Most disturbing are the interviews with Mortensen and Funke, conducted outside the home as the women, visibly shaken and sobbing, recount the night’s horrors. Mortensen, who came face-to-face with the masked killer as he fled through the sliding door, tearfully describes hearing a “loud thud” upstairs around 4 a.m., followed by crying from what sounded like Goncalves. “I opened my door… and there was a figure, dressed in all black, with bushy eyebrows… he turned and walked towards the back sliding door,” she tells officers, her voice trembling. Funke echoes the panic, explaining they dismissed the noises as typical college antics—”Nothing happens in Moscow”—only to discover the tragedy hours later when no one emerged from the rooms. The women waited outside with other students, faces blurred in the footage, as the reality of the “unimaginable” set in.

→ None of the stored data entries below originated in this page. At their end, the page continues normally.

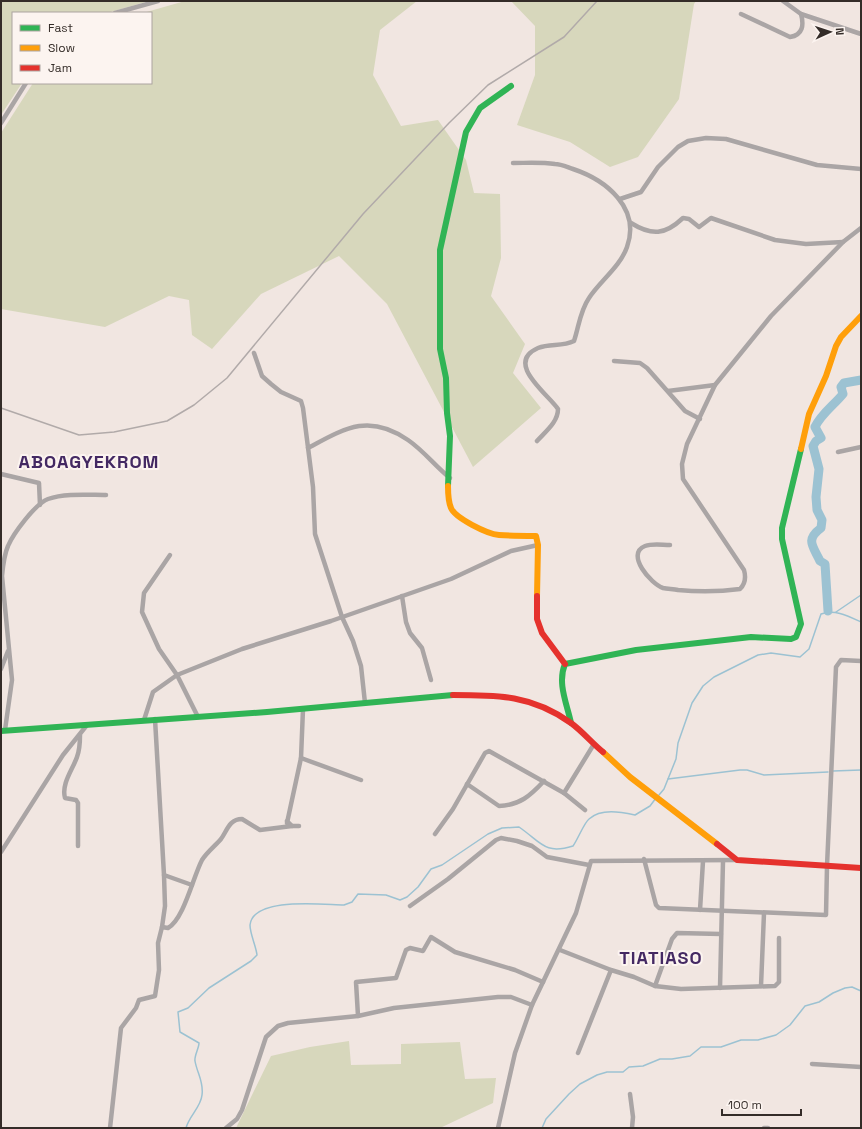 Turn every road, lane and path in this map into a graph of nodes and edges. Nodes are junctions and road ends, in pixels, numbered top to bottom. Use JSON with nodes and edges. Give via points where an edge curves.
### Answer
{"nodes":[{"id":1,"x":158,"y":1,"type":"edge"},
{"id":2,"x":783,"y":1,"type":"edge"},
{"id":3,"x":118,"y":12,"type":"edge"},
{"id":4,"x":740,"y":14,"type":"dead end"},
{"id":5,"x":801,"y":14,"type":"junction"},
{"id":6,"x":861,"y":34,"type":"edge"},
{"id":7,"x":25,"y":84,"type":"edge"},
{"id":8,"x":511,"y":86,"type":"dead end"},
{"id":9,"x":1,"y":123,"type":"edge"},
{"id":10,"x":512,"y":163,"type":"dead end"},
{"id":11,"x":861,"y":169,"type":"edge"},
{"id":12,"x":620,"y":199,"type":"junction"},
{"id":13,"x":631,"y":223,"type":"junction"},
{"id":14,"x":861,"y":228,"type":"edge"},
{"id":15,"x":843,"y":242,"type":"junction"},
{"id":16,"x":861,"y":316,"type":"edge"},
{"id":17,"x":254,"y":353,"type":"dead end"},
{"id":18,"x":614,"y":361,"type":"dead end"},
{"id":19,"x":715,"y":385,"type":"junction"},
{"id":20,"x":668,"y":391,"type":"junction"},
{"id":21,"x":700,"y":419,"type":"junction"},
{"id":22,"x":537,"y":441,"type":"dead end"},
{"id":23,"x":861,"y":447,"type":"edge"},
{"id":24,"x":308,"y":448,"type":"junction"},
{"id":25,"x":838,"y":452,"type":"dead end"},
{"id":26,"x":1,"y":474,"type":"edge"},
{"id":27,"x":450,"y":478,"type":"junction"},
{"id":28,"x":106,"y":495,"type":"dead end"},
{"id":29,"x":40,"y":505,"type":"junction"},
{"id":30,"x":538,"y":545,"type":"junction"},
{"id":31,"x":670,"y":545,"type":"dead end"},
{"id":32,"x":170,"y":555,"type":"dead end"},
{"id":33,"x":2,"y":576,"type":"edge"},
{"id":34,"x":2,"y":591,"type":"edge"},
{"id":35,"x":402,"y":596,"type":"junction"},
{"id":36,"x":342,"y":617,"type":"junction"},
{"id":37,"x":9,"y":649,"type":"junction"},
{"id":38,"x":861,"y":661,"type":"edge"},
{"id":39,"x":565,"y":664,"type":"junction"},
{"id":40,"x":1,"y":669,"type":"edge"},
{"id":41,"x":177,"y":675,"type":"junction"},
{"id":42,"x":432,"y":680,"type":"dead end"},
{"id":43,"x":365,"y":703,"type":"junction"},
{"id":44,"x":303,"y":709,"type":"junction"},
{"id":45,"x":198,"y":717,"type":"junction"},
{"id":46,"x":155,"y":719,"type":"junction"},
{"id":47,"x":144,"y":720,"type":"junction"},
{"id":48,"x":571,"y":723,"type":"junction"},
{"id":49,"x":87,"y":725,"type":"junction"},
{"id":50,"x":3,"y":730,"type":"edge"},
{"id":51,"x":80,"y":735,"type":"junction"},
{"id":52,"x":594,"y":744,"type":"junction"},
{"id":53,"x":301,"y":758,"type":"junction"},
{"id":54,"x":361,"y":780,"type":"dead end"},
{"id":55,"x":544,"y":781,"type":"junction"},
{"id":56,"x":467,"y":784,"type":"junction"},
{"id":57,"x":564,"y":794,"type":"junction"},
{"id":58,"x":585,"y":810,"type":"dead end"},
{"id":59,"x":288,"y":821,"type":"junction"},
{"id":60,"x":292,"y":826,"type":"junction"},
{"id":61,"x":298,"y":826,"type":"dead end"},
{"id":62,"x":285,"y":827,"type":"junction"},
{"id":63,"x":435,"y":834,"type":"dead end"},
{"id":64,"x":78,"y":846,"type":"dead end"},
{"id":65,"x":1,"y":852,"type":"edge"},
{"id":66,"x":644,"y":859,"type":"junction"},
{"id":67,"x":737,"y":860,"type":"junction"},
{"id":68,"x":703,"y":861,"type":"junction"},
{"id":69,"x":723,"y":861,"type":"junction"},
{"id":70,"x":589,"y":865,"type":"junction"},
{"id":71,"x":826,"y":866,"type":"junction"},
{"id":72,"x":861,"y":868,"type":"edge"},
{"id":73,"x":164,"y":875,"type":"junction"},
{"id":74,"x":192,"y":885,"type":"junction"},
{"id":75,"x":410,"y":906,"type":"dead end"},
{"id":76,"x":700,"y":910,"type":"junction"},
{"id":77,"x":722,"y":911,"type":"junction"},
{"id":78,"x":764,"y":913,"type":"junction"},
{"id":79,"x":162,"y":927,"type":"junction"},
{"id":80,"x":721,"y":934,"type":"junction"},
{"id":81,"x":779,"y":938,"type":"dead end"},
{"id":82,"x":560,"y":950,"type":"junction"},
{"id":83,"x":611,"y":970,"type":"junction"},
{"id":84,"x":544,"y":982,"type":"junction"},
{"id":85,"x":655,"y":986,"type":"junction"},
{"id":86,"x":760,"y":986,"type":"junction"},
{"id":87,"x":720,"y":988,"type":"junction"},
{"id":88,"x":532,"y":1005,"type":"junction"},
{"id":89,"x":358,"y":1016,"type":"junction"},
{"id":90,"x":578,"y":1053,"type":"dead end"},
{"id":91,"x":812,"y":1064,"type":"dead end"},
{"id":92,"x":861,"y":1067,"type":"edge"},
{"id":93,"x":630,"y":1094,"type":"dead end"},
{"id":94,"x":110,"y":1128,"type":"edge"},
{"id":95,"x":226,"y":1128,"type":"edge"},
{"id":96,"x":498,"y":1128,"type":"edge"},
{"id":97,"x":632,"y":1128,"type":"edge"},
{"id":98,"x":764,"y":1128,"type":"edge"},
{"id":99,"x":768,"y":1128,"type":"edge"}],
"edges":[{"from":1,"to":3,"type":"street"},
{"from":2,"to":5,"type":"street"},
{"from":4,"to":5,"type":"street","via":[[790,37],[802,31]]},
{"from":5,"to":6,"type":"street"},
{"from":7,"to":9,"type":"street"},
{"from":8,"to":27,"type":"street","via":[[478,111],[466,130],[440,243],[440,349],[446,378]]},
{"from":10,"to":12,"type":"street","via":[[556,164],[587,174],[612,190]]},
{"from":11,"to":12,"type":"street","via":[[817,165],[726,139],[700,139],[688,141],[678,147],[658,167],[641,192]]},
{"from":12,"to":13,"type":"street"},
{"from":13,"to":15,"type":"street","via":[[653,233],[675,226],[684,218],[698,227],[711,218],[775,240],[806,244]]},
{"from":13,"to":22,"type":"street","via":[[627,248],[620,261],[589,298],[580,316],[574,341],[565,345],[537,349],[527,356],[527,374],[558,409],[555,421]]},
{"from":14,"to":15,"type":"street"},
{"from":15,"to":19,"type":"street","via":[[771,316]]},
{"from":16,"to":39,"type":"street","via":[[836,346],[809,414],[782,528],[782,539],[801,624],[796,637],[751,637],[636,650]]},
{"from":17,"to":24,"type":"street","via":[[262,376],[281,392],[301,401]]},
{"from":18,"to":20,"type":"street","via":[[640,363]]},
{"from":19,"to":20,"type":"street"},
{"from":19,"to":21,"type":"street"},
{"from":20,"to":21,"type":"street","via":[[685,411]]},
{"from":21,"to":31,"type":"street","via":[[687,444],[682,464],[683,479],[744,570],[746,578],[743,586],[740,589],[714,593],[663,588],[650,579],[638,560],[644,546]]},
{"from":23,"to":25,"type":"street"},
{"from":24,"to":27,"type":"street","via":[[352,426],[375,426],[408,440]]},
{"from":24,"to":36,"type":"street","via":[[315,534]]},
{"from":26,"to":29,"type":"street","via":[[39,483]]},
{"from":27,"to":30,"type":"street","via":[[448,498],[451,509],[460,518],[498,536],[533,535]]},
{"from":28,"to":29,"type":"street","via":[[74,495],[47,500]]},
{"from":29,"to":33,"type":"street","via":[[8,545]]},
{"from":30,"to":35,"type":"street","via":[[511,551],[451,579]]},
{"from":30,"to":39,"type":"street","via":[[537,619],[542,633]]},
{"from":32,"to":41,"type":"street","via":[[144,593],[142,612],[159,648]]},
{"from":33,"to":34,"type":"street"},
{"from":34,"to":37,"type":"street"},
{"from":35,"to":36,"type":"street"},
{"from":35,"to":42,"type":"street","via":[[406,622],[410,633],[422,648]]},
{"from":36,"to":41,"type":"street","via":[[242,649]]},
{"from":36,"to":43,"type":"street","via":[[361,666]]},
{"from":37,"to":40,"type":"street"},
{"from":37,"to":50,"type":"street","via":[[12,680]]},
{"from":38,"to":71,"type":"street","via":[[841,660],[836,666]]},
{"from":39,"to":48,"type":"street","via":[[561,670],[561,679]]},
{"from":41,"to":45,"type":"street"},
{"from":41,"to":47,"type":"street","via":[[153,692]]},
{"from":43,"to":44,"type":"street"},
{"from":43,"to":48,"type":"street","via":[[443,695],[499,695],[547,708]]},
{"from":44,"to":45,"type":"street"},
{"from":44,"to":53,"type":"street"},
{"from":45,"to":46,"type":"street"},
{"from":46,"to":47,"type":"street"},
{"from":46,"to":73,"type":"street"},
{"from":47,"to":49,"type":"street"},
{"from":48,"to":52,"type":"street"},
{"from":49,"to":50,"type":"street"},
{"from":49,"to":51,"type":"street"},
{"from":51,"to":64,"type":"street","via":[[79,749],[64,794],[65,798],[78,802]]},
{"from":51,"to":65,"type":"street","via":[[47,780]]},
{"from":52,"to":57,"type":"street"},
{"from":52,"to":67,"type":"street","via":[[630,777]]},
{"from":53,"to":54,"type":"street"},
{"from":53,"to":59,"type":"street","via":[[288,809]]},
{"from":55,"to":56,"type":"street","via":[[527,798],[499,806]]},
{"from":55,"to":56,"type":"street","via":[[489,751],[485,752]]},
{"from":55,"to":57,"type":"street"},
{"from":56,"to":63,"type":"street"},
{"from":57,"to":58,"type":"street"},
{"from":59,"to":60,"type":"street"},
{"from":59,"to":62,"type":"street"},
{"from":60,"to":61,"type":"street"},
{"from":60,"to":62,"type":"street"},
{"from":62,"to":74,"type":"street","via":[[260,830],[242,819],[232,823],[203,859]]},
{"from":66,"to":68,"type":"street"},
{"from":66,"to":70,"type":"street","via":[[596,859]]},
{"from":66,"to":76,"type":"street","via":[[657,907]]},
{"from":67,"to":69,"type":"street"},
{"from":67,"to":71,"type":"street"},
{"from":68,"to":69,"type":"street"},
{"from":68,"to":76,"type":"street"},
{"from":69,"to":77,"type":"street"},
{"from":70,"to":75,"type":"street","via":[[547,857],[532,846],[501,838]]},
{"from":70,"to":82,"type":"street","via":[[576,913]]},
{"from":71,"to":72,"type":"street"},
{"from":71,"to":78,"type":"street","via":[[826,914]]},
{"from":73,"to":74,"type":"street"},
{"from":73,"to":79,"type":"street","via":[[165,906]]},
{"from":74,"to":79,"type":"street","via":[[174,923],[168,928]]},
{"from":76,"to":77,"type":"street"},
{"from":77,"to":78,"type":"street"},
{"from":77,"to":80,"type":"street"},
{"from":78,"to":86,"type":"street"},
{"from":79,"to":94,"type":"street","via":[[158,943],[159,970],[155,996],[139,1000],[121,1028]]},
{"from":80,"to":85,"type":"street","via":[[677,932]]},
{"from":80,"to":87,"type":"street"},
{"from":81,"to":86,"type":"street","via":[[779,982],[775,986]]},
{"from":82,"to":83,"type":"street"},
{"from":82,"to":84,"type":"street"},
{"from":83,"to":85,"type":"street"},
{"from":83,"to":90,"type":"street"},
{"from":84,"to":88,"type":"street"},
{"from":84,"to":89,"type":"street","via":[[515,970],[455,952],[431,937],[423,951],[408,948],[406,950],[396,978],[356,982]]},
{"from":85,"to":87,"type":"street","via":[[681,989]]},
{"from":86,"to":87,"type":"street"},
{"from":88,"to":89,"type":"street","via":[[511,997],[498,997],[394,1008]]},
{"from":88,"to":96,"type":"street","via":[[516,1053]]},
{"from":89,"to":95,"type":"street","via":[[288,1023],[271,1031],[266,1037],[237,1119]]},
{"from":91,"to":92,"type":"street"},
{"from":93,"to":97,"type":"street"},
{"from":98,"to":99,"type":"street"}]}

This release comes after Latah County Judge Steven Hippler’s July 2025 ruling post-sentencing, balancing public interest in transparency with sensitivity toward the victims’ families. While bedroom photos and unredacted videos were blocked to prevent further trauma—”the murder investigation and criminal case are closed,” the judge noted—other materials, including surveillance of Kohberger’s white Hyundai Elantra circling the block multiple times before and after the killings, were made public. The car, captured between 3:30 a.m. and 4:20 a.m., vanished for a 13-minute window prosecutors believe encompassed the murders. DNA from a knife sheath left at the scene, combined with genetic genealogy, ultimately led to Kohberger’s December 2022 arrest in Pennsylvania.
The footage has drawn widespread media coverage, with true crime podcasts and networks like TMZ and Fox News amplifying clips that highlight the survivors’ terror. Social media buzzed with reactions, from shock at Mortensen’s encounter—”Chilling bodycam shows Kohberger’s brutal crime scene”—to debates on the redactions. Families of the victims, who delivered emotional impact statements at sentencing, have expressed mixed feelings; some welcomed closure, while others criticized the plea deal that spared Kohberger the death penalty.
Kohberger’s motive remains elusive, though documents reveal prior stalking complaints against him by other students and “inappropriate behavior” at school. A separate bodycam from a 2024 traffic stop showed a DoorDash driver claiming to have seen him near the scene moments before, though authorities clarified it didn’t alter the timeline. Now in solitary at Idaho Maximum Security Institution, Kohberger faces taunts from inmates, a far cry from the quiet scholar he appeared to be.
This footage not only humanizes the survivors’ ordeal but underscores the swift, if delayed, path to justice in a case that gripped the nation. As Moscow Chief of Police James Fry once challenged unsubstantiated claims, the evidence— from bodycam testimonies to vehicular surveillance—solidified Kohberger’s guilt. For the University of Idaho community, still healing from the “Fox Hollow House” legacy, these releases serve as a somber reminder of vulnerability in small-town America. The King Road home, demolished in 2024, may be gone, but the echoes of that night persist in every frame.